Stored data:
____________________
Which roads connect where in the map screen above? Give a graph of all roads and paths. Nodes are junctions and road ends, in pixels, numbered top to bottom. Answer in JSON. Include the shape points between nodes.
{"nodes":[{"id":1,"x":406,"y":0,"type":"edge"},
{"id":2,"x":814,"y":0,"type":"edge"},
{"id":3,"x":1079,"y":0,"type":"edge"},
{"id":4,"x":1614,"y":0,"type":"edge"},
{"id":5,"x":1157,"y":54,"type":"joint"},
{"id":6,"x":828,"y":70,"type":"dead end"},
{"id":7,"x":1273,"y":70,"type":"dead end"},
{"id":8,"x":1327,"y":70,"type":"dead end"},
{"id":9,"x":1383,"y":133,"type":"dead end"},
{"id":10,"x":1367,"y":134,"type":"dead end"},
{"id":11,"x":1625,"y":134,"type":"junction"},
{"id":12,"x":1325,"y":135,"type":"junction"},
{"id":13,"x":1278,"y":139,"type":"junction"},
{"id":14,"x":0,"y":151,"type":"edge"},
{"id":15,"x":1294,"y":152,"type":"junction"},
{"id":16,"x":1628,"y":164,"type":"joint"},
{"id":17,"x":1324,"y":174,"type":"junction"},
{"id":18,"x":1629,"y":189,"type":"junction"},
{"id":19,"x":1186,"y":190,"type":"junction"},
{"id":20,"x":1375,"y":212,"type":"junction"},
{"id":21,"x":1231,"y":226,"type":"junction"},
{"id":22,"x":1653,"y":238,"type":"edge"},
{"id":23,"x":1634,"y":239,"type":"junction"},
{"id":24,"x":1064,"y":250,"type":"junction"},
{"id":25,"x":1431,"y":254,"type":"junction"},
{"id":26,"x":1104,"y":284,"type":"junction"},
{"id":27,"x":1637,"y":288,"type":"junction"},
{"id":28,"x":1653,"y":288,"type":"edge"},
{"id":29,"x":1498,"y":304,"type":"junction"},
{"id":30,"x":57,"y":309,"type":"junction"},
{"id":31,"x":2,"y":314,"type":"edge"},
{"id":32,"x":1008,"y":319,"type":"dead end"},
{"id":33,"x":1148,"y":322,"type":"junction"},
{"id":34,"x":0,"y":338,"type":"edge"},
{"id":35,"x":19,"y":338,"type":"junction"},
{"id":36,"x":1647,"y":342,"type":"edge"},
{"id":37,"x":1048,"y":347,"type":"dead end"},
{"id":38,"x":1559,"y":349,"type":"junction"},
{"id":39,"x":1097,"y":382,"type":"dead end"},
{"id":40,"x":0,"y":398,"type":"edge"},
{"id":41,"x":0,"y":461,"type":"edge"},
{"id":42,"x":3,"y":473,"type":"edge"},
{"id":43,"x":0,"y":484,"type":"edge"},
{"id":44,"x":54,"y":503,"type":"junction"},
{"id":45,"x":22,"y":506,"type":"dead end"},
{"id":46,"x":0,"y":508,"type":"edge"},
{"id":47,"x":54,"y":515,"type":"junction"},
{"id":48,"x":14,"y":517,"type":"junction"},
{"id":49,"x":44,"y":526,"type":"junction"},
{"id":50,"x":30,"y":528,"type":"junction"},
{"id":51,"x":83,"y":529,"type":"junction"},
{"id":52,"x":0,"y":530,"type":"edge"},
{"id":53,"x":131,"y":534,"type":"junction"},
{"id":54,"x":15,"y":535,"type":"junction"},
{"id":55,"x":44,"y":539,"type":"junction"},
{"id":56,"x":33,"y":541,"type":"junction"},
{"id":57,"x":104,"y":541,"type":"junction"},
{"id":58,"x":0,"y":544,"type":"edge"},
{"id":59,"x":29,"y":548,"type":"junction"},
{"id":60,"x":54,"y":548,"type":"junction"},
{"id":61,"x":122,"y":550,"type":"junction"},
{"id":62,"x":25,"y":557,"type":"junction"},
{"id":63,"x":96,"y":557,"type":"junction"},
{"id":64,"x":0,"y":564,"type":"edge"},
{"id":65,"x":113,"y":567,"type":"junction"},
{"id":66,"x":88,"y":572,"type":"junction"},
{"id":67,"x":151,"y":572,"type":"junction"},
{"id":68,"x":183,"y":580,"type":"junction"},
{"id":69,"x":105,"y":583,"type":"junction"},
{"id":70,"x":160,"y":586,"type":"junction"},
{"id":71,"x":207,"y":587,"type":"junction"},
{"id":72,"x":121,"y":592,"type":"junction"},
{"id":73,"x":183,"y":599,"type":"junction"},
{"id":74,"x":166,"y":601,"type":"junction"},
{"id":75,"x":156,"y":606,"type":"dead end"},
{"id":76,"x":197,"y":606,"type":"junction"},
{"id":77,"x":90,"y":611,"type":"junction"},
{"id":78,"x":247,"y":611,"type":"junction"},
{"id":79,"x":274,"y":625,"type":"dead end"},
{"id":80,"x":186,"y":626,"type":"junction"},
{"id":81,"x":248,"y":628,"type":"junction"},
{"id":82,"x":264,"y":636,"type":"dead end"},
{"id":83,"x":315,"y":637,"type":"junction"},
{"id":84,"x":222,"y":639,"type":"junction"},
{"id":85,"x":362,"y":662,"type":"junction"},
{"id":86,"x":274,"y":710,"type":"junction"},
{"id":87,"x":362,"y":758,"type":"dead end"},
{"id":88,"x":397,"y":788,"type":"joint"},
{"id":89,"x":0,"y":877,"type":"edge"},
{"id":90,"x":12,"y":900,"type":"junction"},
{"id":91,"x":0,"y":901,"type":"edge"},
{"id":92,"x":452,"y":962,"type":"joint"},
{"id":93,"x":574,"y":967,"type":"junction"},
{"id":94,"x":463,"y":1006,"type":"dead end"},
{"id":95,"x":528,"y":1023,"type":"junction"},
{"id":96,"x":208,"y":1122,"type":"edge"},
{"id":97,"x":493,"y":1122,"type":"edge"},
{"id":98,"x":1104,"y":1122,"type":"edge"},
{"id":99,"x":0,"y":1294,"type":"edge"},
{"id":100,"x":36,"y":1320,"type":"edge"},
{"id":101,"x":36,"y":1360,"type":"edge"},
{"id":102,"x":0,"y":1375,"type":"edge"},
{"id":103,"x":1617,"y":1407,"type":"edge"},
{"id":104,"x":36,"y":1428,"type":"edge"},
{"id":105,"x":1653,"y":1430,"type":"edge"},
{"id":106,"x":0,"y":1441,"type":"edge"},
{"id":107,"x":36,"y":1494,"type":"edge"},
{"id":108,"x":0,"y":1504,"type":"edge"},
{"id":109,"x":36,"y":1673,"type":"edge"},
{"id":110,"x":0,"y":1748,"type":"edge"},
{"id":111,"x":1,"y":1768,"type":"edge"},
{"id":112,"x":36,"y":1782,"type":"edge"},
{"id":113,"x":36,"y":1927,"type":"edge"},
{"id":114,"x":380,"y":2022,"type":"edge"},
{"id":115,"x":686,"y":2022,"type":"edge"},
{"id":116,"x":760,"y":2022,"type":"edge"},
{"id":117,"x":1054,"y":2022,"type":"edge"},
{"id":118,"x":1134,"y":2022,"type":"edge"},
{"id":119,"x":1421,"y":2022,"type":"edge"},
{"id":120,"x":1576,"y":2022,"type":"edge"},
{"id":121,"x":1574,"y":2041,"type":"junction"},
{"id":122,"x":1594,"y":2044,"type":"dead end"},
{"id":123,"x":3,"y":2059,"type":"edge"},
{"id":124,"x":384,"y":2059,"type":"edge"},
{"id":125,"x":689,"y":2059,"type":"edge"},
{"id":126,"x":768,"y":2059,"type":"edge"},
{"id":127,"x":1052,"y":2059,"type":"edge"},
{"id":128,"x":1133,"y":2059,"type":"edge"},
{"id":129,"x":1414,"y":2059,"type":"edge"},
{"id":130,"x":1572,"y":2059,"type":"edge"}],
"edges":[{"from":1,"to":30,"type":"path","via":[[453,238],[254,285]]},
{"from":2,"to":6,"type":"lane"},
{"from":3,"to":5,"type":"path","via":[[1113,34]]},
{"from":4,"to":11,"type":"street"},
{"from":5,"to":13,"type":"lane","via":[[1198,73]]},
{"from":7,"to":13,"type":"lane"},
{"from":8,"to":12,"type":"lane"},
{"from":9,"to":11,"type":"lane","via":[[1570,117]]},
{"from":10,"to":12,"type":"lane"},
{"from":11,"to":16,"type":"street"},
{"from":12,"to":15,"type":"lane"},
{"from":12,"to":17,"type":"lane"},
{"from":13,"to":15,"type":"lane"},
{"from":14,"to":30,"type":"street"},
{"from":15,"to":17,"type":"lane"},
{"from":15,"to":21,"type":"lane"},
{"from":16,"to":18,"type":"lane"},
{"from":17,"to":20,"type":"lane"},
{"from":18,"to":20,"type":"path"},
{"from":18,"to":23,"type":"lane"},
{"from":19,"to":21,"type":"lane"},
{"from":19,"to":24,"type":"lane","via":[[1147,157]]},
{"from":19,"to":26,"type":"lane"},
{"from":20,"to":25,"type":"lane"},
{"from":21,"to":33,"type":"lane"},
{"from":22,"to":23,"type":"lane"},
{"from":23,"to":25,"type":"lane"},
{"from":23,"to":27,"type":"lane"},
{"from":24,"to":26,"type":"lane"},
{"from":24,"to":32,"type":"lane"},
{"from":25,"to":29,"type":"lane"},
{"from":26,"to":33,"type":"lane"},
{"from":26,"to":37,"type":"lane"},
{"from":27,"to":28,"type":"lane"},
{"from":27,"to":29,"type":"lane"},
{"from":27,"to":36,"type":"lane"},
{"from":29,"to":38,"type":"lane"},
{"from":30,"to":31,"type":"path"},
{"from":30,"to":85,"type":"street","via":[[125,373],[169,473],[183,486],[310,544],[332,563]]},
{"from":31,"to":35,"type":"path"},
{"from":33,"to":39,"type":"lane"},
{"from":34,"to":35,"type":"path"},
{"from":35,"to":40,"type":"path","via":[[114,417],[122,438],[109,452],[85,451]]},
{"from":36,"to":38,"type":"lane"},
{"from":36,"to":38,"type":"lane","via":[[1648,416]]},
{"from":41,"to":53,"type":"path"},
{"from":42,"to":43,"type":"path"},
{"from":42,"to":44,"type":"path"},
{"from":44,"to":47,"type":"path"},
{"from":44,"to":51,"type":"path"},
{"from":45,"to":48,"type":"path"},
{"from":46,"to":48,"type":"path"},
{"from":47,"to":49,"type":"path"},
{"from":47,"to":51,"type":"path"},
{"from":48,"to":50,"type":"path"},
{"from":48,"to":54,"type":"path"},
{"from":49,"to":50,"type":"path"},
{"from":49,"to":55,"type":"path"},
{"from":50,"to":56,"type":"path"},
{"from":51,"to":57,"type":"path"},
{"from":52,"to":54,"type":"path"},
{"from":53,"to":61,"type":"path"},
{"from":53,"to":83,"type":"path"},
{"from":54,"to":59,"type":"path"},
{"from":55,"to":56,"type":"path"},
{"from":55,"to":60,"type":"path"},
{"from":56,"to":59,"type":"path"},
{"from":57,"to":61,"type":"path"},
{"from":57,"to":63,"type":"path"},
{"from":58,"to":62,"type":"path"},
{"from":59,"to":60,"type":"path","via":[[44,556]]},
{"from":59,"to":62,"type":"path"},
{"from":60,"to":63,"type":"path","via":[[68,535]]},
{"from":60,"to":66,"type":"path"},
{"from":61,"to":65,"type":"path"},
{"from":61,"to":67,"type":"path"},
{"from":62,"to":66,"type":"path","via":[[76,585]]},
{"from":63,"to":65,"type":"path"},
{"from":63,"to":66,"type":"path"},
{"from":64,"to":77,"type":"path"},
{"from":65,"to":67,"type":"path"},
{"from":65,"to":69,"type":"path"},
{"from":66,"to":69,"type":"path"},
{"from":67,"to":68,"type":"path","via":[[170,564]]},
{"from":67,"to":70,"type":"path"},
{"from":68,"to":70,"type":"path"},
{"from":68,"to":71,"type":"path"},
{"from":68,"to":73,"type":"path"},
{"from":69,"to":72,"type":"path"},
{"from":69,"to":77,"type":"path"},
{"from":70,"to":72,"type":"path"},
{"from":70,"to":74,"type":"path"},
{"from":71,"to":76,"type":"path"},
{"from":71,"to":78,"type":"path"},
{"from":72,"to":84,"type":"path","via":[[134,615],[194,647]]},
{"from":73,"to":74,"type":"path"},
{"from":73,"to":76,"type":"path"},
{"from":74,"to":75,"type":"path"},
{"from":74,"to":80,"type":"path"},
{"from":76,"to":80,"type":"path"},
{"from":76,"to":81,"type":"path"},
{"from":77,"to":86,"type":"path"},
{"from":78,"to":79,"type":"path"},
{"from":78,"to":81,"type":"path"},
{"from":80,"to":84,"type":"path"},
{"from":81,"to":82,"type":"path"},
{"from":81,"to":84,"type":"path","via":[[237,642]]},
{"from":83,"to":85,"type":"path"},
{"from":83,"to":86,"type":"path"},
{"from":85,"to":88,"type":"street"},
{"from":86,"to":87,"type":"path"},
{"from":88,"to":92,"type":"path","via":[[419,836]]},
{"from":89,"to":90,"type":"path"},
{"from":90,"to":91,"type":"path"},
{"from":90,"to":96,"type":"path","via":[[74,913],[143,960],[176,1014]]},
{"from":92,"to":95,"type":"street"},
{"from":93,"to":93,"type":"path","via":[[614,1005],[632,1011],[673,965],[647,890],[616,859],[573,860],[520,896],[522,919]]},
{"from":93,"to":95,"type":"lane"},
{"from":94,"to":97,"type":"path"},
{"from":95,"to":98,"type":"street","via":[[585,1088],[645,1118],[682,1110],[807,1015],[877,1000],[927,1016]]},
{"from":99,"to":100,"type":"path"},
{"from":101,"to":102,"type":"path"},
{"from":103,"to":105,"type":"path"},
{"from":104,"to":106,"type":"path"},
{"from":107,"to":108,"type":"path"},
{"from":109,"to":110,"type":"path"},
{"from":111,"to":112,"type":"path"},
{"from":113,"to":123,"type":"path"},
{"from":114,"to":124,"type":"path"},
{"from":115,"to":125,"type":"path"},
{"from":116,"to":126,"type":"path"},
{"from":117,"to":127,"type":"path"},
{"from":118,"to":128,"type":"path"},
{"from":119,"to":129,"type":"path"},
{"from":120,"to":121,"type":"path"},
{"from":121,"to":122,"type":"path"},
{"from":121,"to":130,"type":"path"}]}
____________________
**WHAT IS EXPECTED:**
Search the entries for the word "joint" and copy every line that holds it.

**OUTPUT FOR THIS EXERCISE:**
{"id":5,"x":1157,"y":54,"type":"joint"},
{"id":16,"x":1628,"y":164,"type":"joint"},
{"id":88,"x":397,"y":788,"type":"joint"},
{"id":92,"x":452,"y":962,"type":"joint"},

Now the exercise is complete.